→ What you will do:
Below are the records; copy out every line that holds the word "roads".
==== Information ====
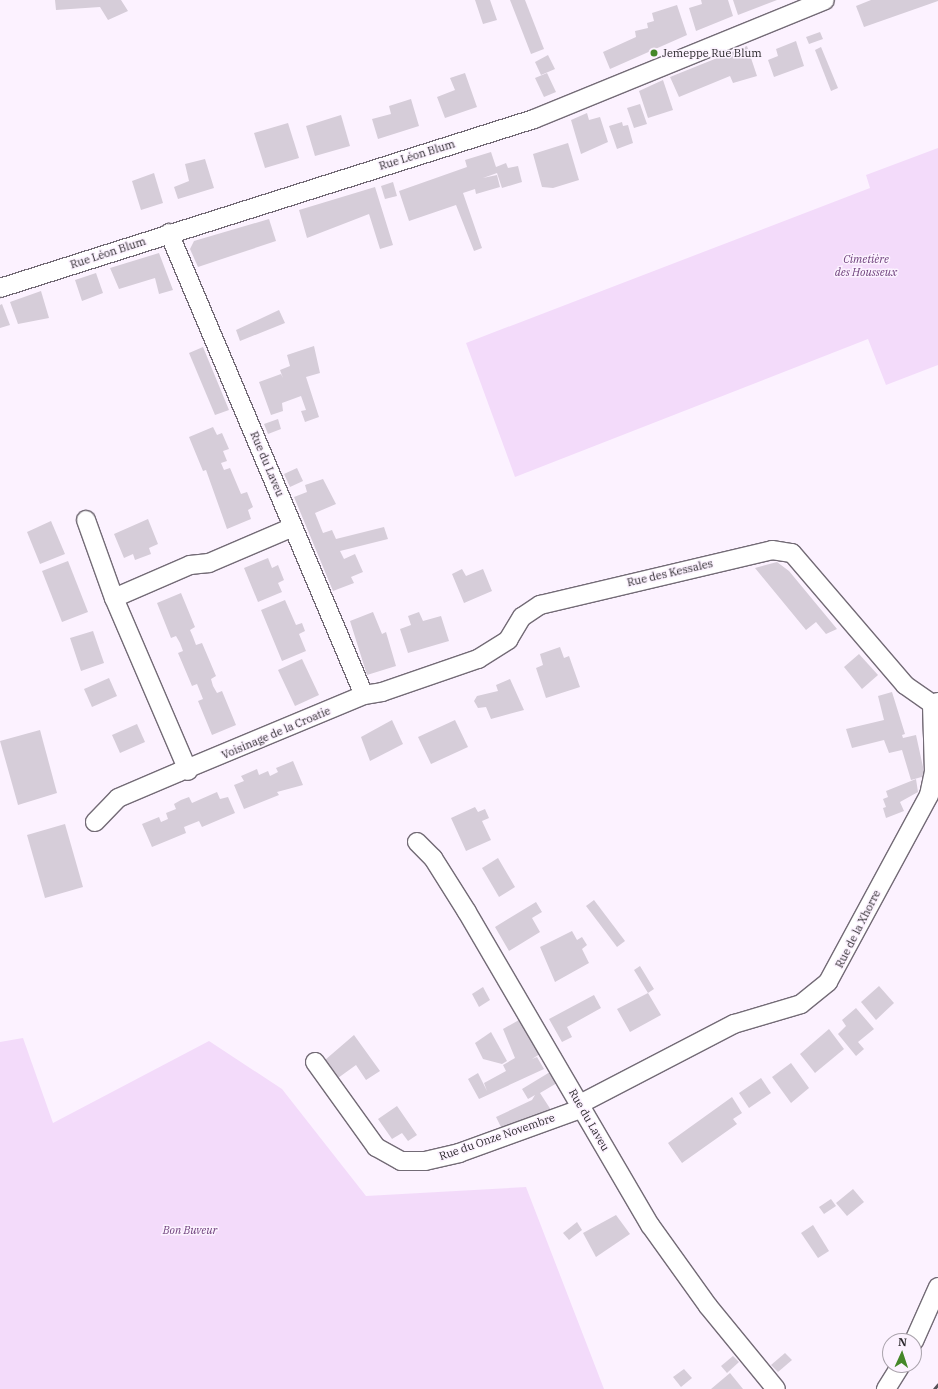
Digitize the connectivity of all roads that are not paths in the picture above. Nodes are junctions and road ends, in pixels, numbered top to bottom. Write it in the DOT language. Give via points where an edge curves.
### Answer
graph roads {
  1 [pos="821,1"];
  2 [pos="799,4"];
  3 [pos="169,233"];
  4 [pos="0,288"];
  5 [pos="86,520"];
  6 [pos="293,527"];
  7 [pos="114,598"];
  8 [pos="364,695"];
  9 [pos="935,703"];
  10 [pos="188,771"];
  11 [pos="95,822"];
  12 [pos="417,842"];
  13 [pos="315,1062"];
  14 [pos="581,1106"];
  15 [pos="938,1287"];
  16 [pos="918,1333"];
  17 [pos="896,1373"];
  18 [pos="776,1389"];
  19 [pos="886,1389"];
  1 -- 2 [label="street, Rue Léon Blum"];
  2 -- 3 [label="street, Rue Léon Blum" via="534,119"];
  3 -- 4 [label="street, Rue Léon Blum"];
  3 -- 6 [label="street, Rue du Laveu"];
  5 -- 7 [label="street"];
  6 -- 7 [label="street" via="209,563 190,565"];
  6 -- 8 [label="street, Rue du Laveu"];
  7 -- 10 [label="street"];
  8 -- 9 [label="street, Rue des Kessales" via="382,692 478,659 508,640 522,617 540,605 700,565 784,549 792,553 904,685"];
  8 -- 10 [label="street, Voisinage de la Croatie"];
  9 -- 14 [label="street, Rue de la Xhorre" via="934,772 929,795 828,982 800,1004 734,1024"];
  10 -- 11 [label="street, Voisinage de la Croatie" via="118,798"];
  12 -- 14 [label="street, Rue du Laveu" via="433,858 467,912"];
  13 -- 14 [label="street, Rue du Onze Novembre" via="376,1147 401,1161 425,1161 459,1153"];
  14 -- 18 [label="street, Rue du Laveu" via="665,1247"];
  15 -- 16 [label="street"];
  17 -- 19 [label="street"];
}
====
→ Result of this exercise:
Digitize the connectivity of all roads that are not paths in the picture above. Nodes are junctions and road ends, in pixels, numbered top to bottom. Write it in the DOT language. Give via points where an edge curves.
graph roads {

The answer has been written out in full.